Amy Schumer’s TRAINWRECK is both “brutally funny” and “raucously funny,” according to the New York and Los Angeles Times, respectively. The new Woody Allen appears to be a re-hash of some of his older, better films. And Marvel’s ANT-MAN is “a passable piece of drone work from the ever-expanding Marvey-Disney colony” (writes a clever A.O. Scott.)
One of the strongest reviewed films of the week, though, comes from an unexpected (by me, anyway) place – Bill Condon’s MR. HOLMES. The New York Times writes of Ian McKellen’s “gratifyingly but unsurprisingly wonderful” performance, while Kenneth Turan, writing from Los Angeles, raves: “Doing something completely different with this character…is no easy task, but the beautifully done Mr.

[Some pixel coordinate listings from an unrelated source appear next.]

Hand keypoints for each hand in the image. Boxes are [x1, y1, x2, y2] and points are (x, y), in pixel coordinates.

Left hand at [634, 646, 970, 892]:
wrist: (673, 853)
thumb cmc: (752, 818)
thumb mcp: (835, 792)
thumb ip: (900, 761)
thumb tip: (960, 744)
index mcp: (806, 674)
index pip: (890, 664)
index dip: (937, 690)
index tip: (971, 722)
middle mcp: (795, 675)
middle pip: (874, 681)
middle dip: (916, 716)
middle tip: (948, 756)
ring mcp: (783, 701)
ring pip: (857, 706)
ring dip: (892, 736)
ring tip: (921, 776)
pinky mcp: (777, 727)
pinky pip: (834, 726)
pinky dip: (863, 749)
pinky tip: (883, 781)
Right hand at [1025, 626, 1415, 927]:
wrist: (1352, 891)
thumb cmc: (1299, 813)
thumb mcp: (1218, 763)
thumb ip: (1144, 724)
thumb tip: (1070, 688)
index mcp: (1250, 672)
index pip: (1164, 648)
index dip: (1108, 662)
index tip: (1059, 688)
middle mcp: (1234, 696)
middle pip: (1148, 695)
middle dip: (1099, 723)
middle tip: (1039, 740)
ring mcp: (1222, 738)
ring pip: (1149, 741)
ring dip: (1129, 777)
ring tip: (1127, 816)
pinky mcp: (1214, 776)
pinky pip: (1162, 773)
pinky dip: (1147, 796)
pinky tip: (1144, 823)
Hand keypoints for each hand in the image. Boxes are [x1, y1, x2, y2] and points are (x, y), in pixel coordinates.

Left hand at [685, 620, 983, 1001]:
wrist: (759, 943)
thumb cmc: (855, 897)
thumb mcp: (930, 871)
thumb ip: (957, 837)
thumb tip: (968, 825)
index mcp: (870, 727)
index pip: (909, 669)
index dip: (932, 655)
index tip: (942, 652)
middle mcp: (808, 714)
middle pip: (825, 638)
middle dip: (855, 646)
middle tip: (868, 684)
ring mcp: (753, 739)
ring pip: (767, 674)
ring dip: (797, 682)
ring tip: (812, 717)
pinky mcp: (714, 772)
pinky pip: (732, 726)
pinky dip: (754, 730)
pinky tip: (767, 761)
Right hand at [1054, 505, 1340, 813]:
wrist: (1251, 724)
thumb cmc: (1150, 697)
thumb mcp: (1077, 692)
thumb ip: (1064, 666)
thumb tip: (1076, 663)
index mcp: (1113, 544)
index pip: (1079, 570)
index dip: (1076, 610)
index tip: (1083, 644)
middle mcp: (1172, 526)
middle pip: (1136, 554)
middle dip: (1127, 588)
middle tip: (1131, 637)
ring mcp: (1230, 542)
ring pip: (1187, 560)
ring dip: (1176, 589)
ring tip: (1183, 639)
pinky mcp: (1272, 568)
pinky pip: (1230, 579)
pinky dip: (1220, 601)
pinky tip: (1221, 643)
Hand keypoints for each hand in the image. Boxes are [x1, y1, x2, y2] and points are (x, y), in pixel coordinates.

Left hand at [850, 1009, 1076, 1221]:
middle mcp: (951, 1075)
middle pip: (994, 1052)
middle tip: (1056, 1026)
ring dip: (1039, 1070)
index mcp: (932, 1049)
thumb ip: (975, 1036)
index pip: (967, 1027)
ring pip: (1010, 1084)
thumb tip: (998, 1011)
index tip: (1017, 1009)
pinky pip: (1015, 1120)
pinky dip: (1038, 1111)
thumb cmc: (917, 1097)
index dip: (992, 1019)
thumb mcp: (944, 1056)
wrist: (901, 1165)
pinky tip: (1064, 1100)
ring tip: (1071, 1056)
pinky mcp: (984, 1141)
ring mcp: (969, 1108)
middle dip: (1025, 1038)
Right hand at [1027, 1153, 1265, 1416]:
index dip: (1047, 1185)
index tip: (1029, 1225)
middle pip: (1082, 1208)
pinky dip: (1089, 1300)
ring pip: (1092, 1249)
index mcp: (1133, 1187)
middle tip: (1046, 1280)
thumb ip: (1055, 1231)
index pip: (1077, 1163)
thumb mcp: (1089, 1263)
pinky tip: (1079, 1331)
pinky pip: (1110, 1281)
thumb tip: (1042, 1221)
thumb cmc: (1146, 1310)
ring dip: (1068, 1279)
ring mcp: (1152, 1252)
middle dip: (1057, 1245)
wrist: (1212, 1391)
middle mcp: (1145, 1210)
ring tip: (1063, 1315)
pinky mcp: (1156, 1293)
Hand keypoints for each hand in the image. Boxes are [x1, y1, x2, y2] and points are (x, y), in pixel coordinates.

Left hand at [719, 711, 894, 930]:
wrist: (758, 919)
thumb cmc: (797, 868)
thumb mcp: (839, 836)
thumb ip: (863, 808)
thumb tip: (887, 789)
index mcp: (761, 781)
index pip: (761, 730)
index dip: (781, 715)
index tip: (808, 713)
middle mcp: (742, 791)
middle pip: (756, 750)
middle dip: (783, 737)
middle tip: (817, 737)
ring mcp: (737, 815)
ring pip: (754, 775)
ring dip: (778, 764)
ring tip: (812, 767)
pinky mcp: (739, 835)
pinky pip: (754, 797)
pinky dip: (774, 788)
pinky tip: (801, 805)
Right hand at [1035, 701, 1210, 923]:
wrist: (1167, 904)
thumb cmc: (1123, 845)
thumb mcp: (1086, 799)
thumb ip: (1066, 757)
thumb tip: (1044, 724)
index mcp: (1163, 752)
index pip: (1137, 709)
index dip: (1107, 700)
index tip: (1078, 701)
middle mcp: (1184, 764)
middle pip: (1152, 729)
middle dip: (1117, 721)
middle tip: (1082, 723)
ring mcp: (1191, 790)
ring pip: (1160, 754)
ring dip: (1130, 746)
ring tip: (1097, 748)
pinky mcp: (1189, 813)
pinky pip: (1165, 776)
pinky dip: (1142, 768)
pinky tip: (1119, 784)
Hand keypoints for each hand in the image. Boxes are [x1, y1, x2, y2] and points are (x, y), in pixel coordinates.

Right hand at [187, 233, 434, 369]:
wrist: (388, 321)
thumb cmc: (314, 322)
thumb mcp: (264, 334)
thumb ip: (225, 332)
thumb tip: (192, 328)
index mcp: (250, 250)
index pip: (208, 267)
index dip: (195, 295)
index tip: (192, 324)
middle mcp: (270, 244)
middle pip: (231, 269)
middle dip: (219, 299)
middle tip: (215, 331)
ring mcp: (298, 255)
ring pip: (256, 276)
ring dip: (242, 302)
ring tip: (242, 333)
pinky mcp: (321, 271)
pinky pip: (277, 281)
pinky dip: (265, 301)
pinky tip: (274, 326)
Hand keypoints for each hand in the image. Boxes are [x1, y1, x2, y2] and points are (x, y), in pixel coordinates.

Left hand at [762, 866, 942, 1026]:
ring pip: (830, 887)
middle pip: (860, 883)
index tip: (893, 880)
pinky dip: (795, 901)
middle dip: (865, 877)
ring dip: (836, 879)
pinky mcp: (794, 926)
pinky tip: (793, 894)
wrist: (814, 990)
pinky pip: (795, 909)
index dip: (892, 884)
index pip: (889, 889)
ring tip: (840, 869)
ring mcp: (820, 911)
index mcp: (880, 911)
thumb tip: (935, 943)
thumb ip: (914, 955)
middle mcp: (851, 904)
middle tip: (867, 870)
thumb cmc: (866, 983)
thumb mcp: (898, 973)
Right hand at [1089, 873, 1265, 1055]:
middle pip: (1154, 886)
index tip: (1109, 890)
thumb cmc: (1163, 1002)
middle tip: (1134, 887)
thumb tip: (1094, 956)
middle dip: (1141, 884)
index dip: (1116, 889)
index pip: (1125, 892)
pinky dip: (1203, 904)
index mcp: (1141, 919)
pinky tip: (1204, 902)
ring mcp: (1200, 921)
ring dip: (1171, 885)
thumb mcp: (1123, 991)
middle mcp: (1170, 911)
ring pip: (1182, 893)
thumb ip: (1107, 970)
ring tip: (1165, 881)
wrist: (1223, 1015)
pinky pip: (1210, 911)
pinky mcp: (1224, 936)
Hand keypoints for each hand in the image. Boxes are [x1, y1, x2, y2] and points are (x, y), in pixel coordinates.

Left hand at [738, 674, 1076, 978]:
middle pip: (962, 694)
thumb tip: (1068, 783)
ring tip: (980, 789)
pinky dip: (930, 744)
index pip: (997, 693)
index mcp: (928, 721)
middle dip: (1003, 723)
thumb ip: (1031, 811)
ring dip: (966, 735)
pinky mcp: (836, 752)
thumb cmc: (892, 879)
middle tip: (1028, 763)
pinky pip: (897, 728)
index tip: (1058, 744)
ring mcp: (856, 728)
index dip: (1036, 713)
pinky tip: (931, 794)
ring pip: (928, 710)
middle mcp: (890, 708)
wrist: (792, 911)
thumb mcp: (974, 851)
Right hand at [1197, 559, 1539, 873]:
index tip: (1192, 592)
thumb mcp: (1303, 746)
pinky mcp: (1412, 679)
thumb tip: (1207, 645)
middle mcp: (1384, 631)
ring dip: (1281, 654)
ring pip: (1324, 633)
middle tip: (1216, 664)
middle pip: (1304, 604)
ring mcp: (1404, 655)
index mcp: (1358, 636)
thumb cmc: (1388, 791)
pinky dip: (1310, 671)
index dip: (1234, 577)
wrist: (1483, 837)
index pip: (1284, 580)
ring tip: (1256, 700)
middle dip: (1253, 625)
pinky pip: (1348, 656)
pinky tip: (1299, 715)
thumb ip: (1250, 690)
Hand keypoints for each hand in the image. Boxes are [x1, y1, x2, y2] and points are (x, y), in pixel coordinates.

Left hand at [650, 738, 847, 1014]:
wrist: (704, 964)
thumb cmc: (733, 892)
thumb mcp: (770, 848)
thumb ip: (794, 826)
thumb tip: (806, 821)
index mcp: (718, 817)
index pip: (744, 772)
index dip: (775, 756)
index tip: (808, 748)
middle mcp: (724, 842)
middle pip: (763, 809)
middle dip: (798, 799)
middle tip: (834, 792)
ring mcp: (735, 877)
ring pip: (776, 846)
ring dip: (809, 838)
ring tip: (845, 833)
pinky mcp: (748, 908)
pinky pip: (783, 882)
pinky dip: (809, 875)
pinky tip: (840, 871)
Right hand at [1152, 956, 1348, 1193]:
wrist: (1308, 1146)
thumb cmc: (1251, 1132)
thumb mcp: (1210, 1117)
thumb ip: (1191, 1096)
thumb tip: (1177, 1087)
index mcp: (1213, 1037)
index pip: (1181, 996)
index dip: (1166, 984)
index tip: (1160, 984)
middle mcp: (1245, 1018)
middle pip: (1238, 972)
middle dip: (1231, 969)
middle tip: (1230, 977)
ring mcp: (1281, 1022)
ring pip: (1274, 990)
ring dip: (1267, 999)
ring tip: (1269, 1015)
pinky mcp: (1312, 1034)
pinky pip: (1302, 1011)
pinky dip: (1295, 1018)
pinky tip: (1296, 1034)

Holmes has made it happen.”
A.O. Scott compares Joshua Oppenheimer’s THE LOOK OF SILENCE, favorably, with SHOAH, and calls it “a painful, profoundly empathetic work of moral reckoning.” (It’s opening on just a single screen in NYC.)
Kyle Patrick Alvarez dramatic re-telling of THE STANFORD PRISON EXPERIMENT (which we all remember from Psych 101, and which I will forever associate with one of the dumber Veronica Mars storylines) is getting strong reviews in the New York and L.A. papers. Neil Genzlinger, writing in the NYT, calls it “stark and riveting.”
Opening in New York, at the IFC Center, there’s a doc called STEAK (R)EVOLUTION, about a guy’s search for the world’s best steak, that sounds so boring I just barely made it through the capsule review. Good grief.
Stephen Holden dismisses the Viola Davis/Jennifer Lopez starrer LILA & EVE, writing that it “feels like an exploitative made-for-TV quickie,” apparently unaware that it was produced by Lifetime Films. Meaning it is an exploitative made-for-TV quickie. The Los Angeles Times was kinder, deeming it “a guilty pleasure.”
The award for Best Editor’s Headline goes to the print edition of the New York Times, which tops Holden’s review of ALLELUIA with “She’s Obsessed With Him; He’s Obsessed With Feet.”